:: Data records ::
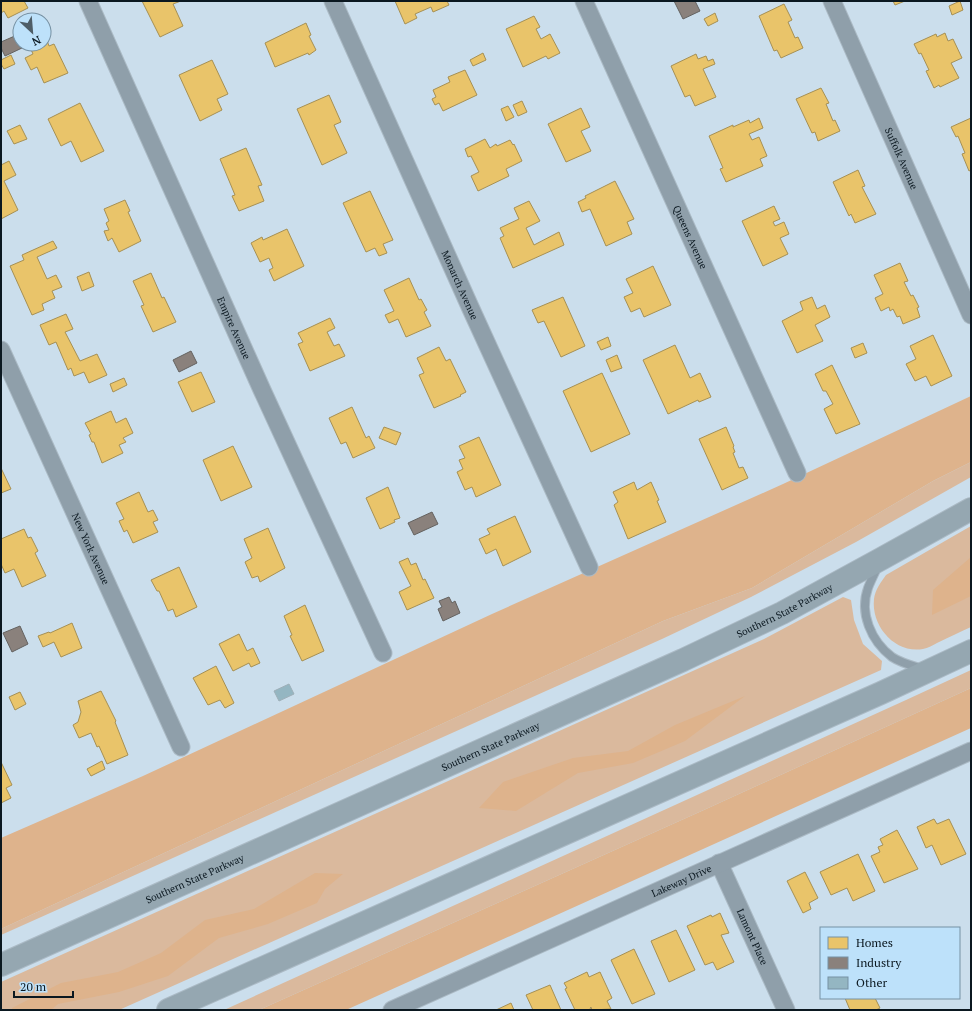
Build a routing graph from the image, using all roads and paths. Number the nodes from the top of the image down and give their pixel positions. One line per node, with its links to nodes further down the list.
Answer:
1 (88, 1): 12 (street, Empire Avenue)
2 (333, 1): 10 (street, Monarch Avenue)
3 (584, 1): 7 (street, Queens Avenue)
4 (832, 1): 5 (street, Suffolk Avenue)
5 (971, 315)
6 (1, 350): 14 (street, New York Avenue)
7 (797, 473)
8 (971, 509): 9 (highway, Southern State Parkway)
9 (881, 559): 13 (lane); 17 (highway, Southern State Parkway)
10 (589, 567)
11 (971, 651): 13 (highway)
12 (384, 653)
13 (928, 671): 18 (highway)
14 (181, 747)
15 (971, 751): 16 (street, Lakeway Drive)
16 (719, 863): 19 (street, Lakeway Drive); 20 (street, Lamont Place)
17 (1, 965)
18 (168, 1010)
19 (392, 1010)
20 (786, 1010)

...

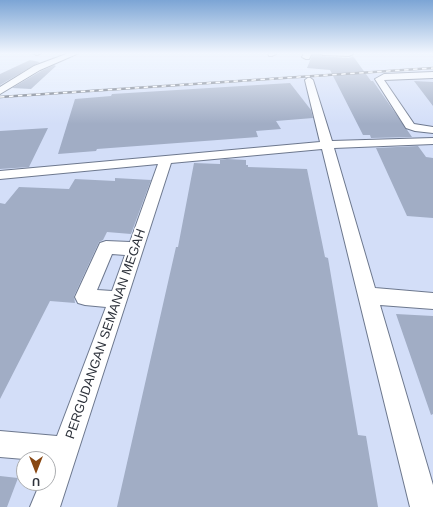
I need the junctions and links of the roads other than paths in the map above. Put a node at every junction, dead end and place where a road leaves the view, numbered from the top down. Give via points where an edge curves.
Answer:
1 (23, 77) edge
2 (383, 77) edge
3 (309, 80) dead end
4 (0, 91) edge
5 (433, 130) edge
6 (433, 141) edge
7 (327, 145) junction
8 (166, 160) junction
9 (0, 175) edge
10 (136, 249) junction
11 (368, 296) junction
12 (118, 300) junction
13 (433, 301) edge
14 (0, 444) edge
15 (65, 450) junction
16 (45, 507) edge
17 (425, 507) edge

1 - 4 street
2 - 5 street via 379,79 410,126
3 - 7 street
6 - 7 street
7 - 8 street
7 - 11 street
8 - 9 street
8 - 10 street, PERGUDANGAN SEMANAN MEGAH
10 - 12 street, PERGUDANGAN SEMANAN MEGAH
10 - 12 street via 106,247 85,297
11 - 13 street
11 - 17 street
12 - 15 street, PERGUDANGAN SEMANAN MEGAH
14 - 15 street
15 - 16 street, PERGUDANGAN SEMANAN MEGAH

:: Exercise requirements ::
Some lines in the material contain "links". Show all of them.

:: Response to this task ::
Build a routing graph from the image, using all roads and paths. Number the nodes from the top of the image down and give their pixel positions. One line per node, with its links to nodes further down the list.
I need the junctions and links of the roads other than paths in the map above. Put a node at every junction, dead end and place where a road leaves the view, numbered from the top down. Give via points where an edge curves.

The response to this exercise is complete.